▶ Assigned task
Go through the records underneath and write each one out again exactly.

(Dataset entries)
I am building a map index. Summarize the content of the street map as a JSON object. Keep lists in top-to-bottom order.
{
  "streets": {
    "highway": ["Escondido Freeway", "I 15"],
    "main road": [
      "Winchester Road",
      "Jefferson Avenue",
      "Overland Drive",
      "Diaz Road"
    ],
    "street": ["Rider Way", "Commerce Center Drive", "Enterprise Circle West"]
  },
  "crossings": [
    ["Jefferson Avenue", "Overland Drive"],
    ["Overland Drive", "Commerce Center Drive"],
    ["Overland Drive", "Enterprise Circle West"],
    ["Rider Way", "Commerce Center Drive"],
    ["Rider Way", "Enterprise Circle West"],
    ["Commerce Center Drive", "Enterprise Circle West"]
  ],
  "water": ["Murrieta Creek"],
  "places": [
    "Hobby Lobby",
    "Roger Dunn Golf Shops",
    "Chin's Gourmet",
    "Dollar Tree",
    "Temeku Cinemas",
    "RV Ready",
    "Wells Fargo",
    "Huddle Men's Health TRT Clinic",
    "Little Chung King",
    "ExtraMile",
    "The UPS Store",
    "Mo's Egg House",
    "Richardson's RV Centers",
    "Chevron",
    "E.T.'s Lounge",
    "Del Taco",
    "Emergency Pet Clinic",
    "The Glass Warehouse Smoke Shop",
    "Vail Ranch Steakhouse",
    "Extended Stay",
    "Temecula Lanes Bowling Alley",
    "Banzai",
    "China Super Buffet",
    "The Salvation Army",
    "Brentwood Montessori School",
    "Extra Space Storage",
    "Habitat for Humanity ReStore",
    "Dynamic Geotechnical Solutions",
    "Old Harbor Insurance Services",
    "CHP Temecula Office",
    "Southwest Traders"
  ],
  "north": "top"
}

▶ Solution
I am building a map index. Summarize the content of the street map as a JSON object. Keep lists in top-to-bottom order.
{
  "streets": {
    "highway": ["Escondido Freeway", "I 15"],
    "main road": [
      "Winchester Road",
      "Jefferson Avenue",
      "Overland Drive",
      "Diaz Road"
    ],
    "street": ["Rider Way", "Commerce Center Drive", "Enterprise Circle West"]
  },
  "crossings": [
    ["Jefferson Avenue", "Overland Drive"],
    ["Overland Drive", "Commerce Center Drive"],
    ["Overland Drive", "Enterprise Circle West"],
    ["Rider Way", "Commerce Center Drive"],
    ["Rider Way", "Enterprise Circle West"],
    ["Commerce Center Drive", "Enterprise Circle West"]
  ],
  "water": ["Murrieta Creek"],
  "places": [
    "Hobby Lobby",
    "Roger Dunn Golf Shops",
    "Chin's Gourmet",
    "Dollar Tree",
    "Temeku Cinemas",
    "RV Ready",
    "Wells Fargo",
    "Huddle Men's Health TRT Clinic",
    "Little Chung King",
    "ExtraMile",
    "The UPS Store",
    "Mo's Egg House",
    "Richardson's RV Centers",
    "Chevron",
    "E.T.'s Lounge",
    "Del Taco",
    "Emergency Pet Clinic",
    "The Glass Warehouse Smoke Shop",
    "Vail Ranch Steakhouse",
    "Extended Stay",
    "Temecula Lanes Bowling Alley",
    "Banzai",
    "China Super Buffet",
    "The Salvation Army",
    "Brentwood Montessori School",
    "Extra Space Storage",
    "Habitat for Humanity ReStore",
    "Dynamic Geotechnical Solutions",
    "Old Harbor Insurance Services",
    "CHP Temecula Office",
    "Southwest Traders"
  ],
  "north": "top"
}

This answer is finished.